Loading the exported weights using load_state_dict_from_zero_checkpoint: (Pdb) self.deberta.encoder.layer[0].output.dense.weight Parameter containing: tensor([[ 0.0207, -0.0448, 0.0022, …, 0.0406, -0.0338, -0.0174], [-0.0577, -0.0648, 0.0404, …, 0.0108, -0.0167, -0.0100], [ 0.0548, 0.0063, 0.0024, …, 0.0311, 0.0249, 0.0167], …, [-0.0081, 0.0194, -0.0266, …, -0.0269, -0.0002, 0.0257], [ 0.0202, -0.0002, 0.0831, …, -0.0008, -0.0094, 0.0258], [-0.0320, 0.0529, -0.0259, …, 0.0117, -0.0292, -0.0064]],

I’m using Deepspeed 0.4.5. I can confirm the problem happens on 2gpus, and not on 1gpu.

About this issue

  • Original URL
  • State: closed
  • Created 3 years ago
  • Comments: 29 (26 by maintainers)

Most upvoted comments

@stas00 I’m sorry that I may have made a mistake.

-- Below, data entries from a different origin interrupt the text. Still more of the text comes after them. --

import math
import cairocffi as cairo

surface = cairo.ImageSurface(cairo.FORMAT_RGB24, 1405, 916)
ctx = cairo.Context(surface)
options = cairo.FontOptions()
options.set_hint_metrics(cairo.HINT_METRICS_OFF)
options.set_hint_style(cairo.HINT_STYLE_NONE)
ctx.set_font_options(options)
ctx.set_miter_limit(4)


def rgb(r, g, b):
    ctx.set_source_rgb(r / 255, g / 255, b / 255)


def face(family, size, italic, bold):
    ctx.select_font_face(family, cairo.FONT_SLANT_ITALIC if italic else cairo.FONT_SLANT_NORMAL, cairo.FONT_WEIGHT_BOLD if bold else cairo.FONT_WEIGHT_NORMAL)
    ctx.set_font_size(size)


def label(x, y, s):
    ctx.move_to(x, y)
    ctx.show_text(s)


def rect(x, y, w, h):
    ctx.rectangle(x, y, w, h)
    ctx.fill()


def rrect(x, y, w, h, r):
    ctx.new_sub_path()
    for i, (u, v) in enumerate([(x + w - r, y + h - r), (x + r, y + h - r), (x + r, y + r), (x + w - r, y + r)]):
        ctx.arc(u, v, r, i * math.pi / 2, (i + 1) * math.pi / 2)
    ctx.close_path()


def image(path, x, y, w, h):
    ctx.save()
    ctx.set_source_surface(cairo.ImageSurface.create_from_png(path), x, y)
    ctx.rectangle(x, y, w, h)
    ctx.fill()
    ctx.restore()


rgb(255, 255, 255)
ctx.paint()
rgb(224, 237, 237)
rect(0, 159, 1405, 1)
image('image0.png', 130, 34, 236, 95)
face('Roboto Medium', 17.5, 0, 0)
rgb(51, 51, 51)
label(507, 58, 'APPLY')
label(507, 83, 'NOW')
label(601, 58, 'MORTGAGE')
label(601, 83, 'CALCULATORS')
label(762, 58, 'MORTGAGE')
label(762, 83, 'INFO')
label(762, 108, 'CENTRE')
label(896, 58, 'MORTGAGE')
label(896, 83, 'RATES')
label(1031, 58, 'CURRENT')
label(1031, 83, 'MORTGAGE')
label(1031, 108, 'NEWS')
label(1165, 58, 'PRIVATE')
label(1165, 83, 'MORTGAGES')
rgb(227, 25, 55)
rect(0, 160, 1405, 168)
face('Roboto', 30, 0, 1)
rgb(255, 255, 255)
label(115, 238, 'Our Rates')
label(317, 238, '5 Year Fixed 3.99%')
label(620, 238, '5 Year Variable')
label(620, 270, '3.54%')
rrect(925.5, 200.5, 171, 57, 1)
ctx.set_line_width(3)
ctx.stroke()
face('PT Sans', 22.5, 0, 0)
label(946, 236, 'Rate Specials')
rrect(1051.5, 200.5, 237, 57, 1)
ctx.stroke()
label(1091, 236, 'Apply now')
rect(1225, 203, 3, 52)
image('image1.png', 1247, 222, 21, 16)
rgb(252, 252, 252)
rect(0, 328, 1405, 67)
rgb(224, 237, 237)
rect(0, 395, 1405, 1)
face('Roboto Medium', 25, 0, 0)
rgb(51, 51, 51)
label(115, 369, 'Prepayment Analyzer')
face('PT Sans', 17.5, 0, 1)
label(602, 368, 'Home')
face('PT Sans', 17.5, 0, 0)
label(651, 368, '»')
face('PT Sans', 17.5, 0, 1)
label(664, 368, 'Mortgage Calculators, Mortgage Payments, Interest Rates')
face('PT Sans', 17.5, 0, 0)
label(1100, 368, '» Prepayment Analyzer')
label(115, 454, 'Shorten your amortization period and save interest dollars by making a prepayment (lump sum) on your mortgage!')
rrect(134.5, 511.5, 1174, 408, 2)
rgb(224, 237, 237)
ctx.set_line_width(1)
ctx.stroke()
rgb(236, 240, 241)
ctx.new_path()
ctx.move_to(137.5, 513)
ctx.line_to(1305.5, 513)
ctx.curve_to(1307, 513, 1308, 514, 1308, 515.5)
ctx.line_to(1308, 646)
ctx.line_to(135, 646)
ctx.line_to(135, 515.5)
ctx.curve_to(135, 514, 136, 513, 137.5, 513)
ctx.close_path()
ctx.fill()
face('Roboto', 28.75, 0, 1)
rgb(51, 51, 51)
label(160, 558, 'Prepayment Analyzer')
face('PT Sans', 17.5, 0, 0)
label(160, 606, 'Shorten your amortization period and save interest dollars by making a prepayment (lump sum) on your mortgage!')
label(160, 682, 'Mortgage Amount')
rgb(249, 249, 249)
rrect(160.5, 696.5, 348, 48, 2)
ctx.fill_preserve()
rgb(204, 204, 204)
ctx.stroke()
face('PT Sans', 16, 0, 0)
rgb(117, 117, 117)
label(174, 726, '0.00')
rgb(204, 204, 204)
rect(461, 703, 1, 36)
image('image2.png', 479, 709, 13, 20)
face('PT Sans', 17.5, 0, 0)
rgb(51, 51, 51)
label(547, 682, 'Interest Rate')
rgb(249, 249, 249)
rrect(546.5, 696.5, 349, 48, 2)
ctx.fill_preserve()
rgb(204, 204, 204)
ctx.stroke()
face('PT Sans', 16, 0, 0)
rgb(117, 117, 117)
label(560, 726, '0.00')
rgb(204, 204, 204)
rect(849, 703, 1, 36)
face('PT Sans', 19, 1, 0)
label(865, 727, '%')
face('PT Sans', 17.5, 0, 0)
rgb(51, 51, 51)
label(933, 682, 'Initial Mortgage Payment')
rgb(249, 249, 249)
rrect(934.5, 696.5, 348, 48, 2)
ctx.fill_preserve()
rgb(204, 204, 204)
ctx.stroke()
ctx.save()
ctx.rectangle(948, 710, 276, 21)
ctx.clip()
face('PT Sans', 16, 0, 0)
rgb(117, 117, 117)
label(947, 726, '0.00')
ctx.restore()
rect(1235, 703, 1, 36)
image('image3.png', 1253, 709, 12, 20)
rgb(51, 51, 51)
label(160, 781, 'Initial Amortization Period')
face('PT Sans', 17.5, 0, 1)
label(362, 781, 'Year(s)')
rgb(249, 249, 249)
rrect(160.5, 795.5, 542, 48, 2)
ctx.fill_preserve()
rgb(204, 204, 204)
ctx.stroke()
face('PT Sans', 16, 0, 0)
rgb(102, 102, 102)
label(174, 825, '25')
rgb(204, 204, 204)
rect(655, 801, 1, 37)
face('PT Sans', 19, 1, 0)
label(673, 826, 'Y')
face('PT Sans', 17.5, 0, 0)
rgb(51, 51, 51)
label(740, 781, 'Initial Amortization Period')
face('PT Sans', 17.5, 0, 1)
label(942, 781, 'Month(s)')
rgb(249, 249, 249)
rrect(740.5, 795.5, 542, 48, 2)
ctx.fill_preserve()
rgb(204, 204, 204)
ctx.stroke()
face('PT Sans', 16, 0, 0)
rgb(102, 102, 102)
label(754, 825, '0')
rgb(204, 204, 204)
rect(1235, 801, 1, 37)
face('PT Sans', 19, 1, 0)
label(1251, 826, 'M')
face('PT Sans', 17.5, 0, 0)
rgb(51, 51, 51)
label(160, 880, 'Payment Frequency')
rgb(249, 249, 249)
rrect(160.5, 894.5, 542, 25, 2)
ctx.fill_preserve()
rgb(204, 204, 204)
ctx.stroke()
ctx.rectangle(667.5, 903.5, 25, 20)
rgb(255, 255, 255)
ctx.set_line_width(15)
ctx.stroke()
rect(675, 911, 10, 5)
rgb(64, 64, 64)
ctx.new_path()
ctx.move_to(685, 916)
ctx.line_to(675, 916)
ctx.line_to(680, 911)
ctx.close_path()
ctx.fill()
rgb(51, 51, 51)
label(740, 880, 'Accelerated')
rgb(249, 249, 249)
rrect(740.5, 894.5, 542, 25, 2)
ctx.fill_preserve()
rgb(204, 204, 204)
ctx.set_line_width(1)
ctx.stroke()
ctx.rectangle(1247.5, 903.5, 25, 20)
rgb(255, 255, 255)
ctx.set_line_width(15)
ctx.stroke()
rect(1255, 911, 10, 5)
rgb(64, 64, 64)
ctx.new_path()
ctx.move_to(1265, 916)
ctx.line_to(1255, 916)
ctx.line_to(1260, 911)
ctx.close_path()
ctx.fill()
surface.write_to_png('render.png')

  1. As I previously commented (https://github.com/microsoft/DeepSpeed/issues/1317#issuecomment-929753367), the test failed with my code tweaking the model params. And the test also failed with clean code as I mentioned (https://github.com/microsoft/DeepSpeed/issues/1317#issuecomment-929783068).
  2. But the -sv args doesn’t print any traceback information, so at that time I didn’t realize what caused the failure. Now I try the -v args and print the traceback message as follow. It seems related to some permission error instead of the DeepSpeed’s bug.
Traceback (most recent call last):                                                                                                                                                   
  File "/home/huangbz/.conda/envs/NLP/lib/python3.6/multiprocessing/process.py", line 258, in _bootstrap                                                                             
    self.run()                                                                                                                                                                       
  File "/home/huangbz/.conda/envs/NLP/lib/python3.6/multiprocessing/process.py", line 93, in run                                                                                     
    self._target(*self._args, **self._kwargs)                                                                                                                                        
  File "/home/huangbz/git_repo/DeepSpeed/tests/unit/common.py", line 53, in dist_init                                                                                                
    run_func(*func_args, **func_kwargs)                                                                                                                                              
  File "/home/huangbz/git_repo/DeepSpeed/tests/unit/test_zero.py", line 196, in _test_zero_to_fp32
    model_parameters=model.parameters())
  File "/home/huangbz/git_repo/DeepSpeed/deepspeed/__init__.py", line 141, in initialize
    config_params=config_params)
  File "/home/huangbz/git_repo/DeepSpeed/deepspeed/runtime/engine.py", line 220, in __init__
    self._configure_optimizer(optimizer, model_parameters)
  File "/home/huangbz/git_repo/DeepSpeed/deepspeed/runtime/engine.py", line 860, in _configure_optimizer
    basic_optimizer = self._configure_basic_optimizer(model_parameters)
  File "/home/huangbz/git_repo/DeepSpeed/deepspeed/runtime/engine.py", line 942, in _configure_basic_optimizer
    adam_w_mode=effective_adam_w_mode)
  File "/home/huangbz/git_repo/DeepSpeed/deepspeed/ops/adam/fused_adam.py", line 72, in __init__
    fused_adam_cuda = FusedAdamBuilder().load()
  File "/home/huangbz/git_repo/DeepSpeed/deepspeed/ops/op_builder/builder.py", line 355, in load
    return self.jit_load(verbose)
  File "/home/huangbz/git_repo/DeepSpeed/deepspeed/ops/op_builder/builder.py", line 380, in jit_load
    os.makedirs(ext_path, exist_ok=True)
  File "/home/huangbz/.conda/envs/NLP/lib/python3.6/os.py", line 220, in makedirs
    mkdir(name, mode)
PermissionError: [Errno 13] Permission denied: '/tmp/torch_extensions/fused_adam'
  1. I’m now testing the PR, I’ll reply to you as soon as possible.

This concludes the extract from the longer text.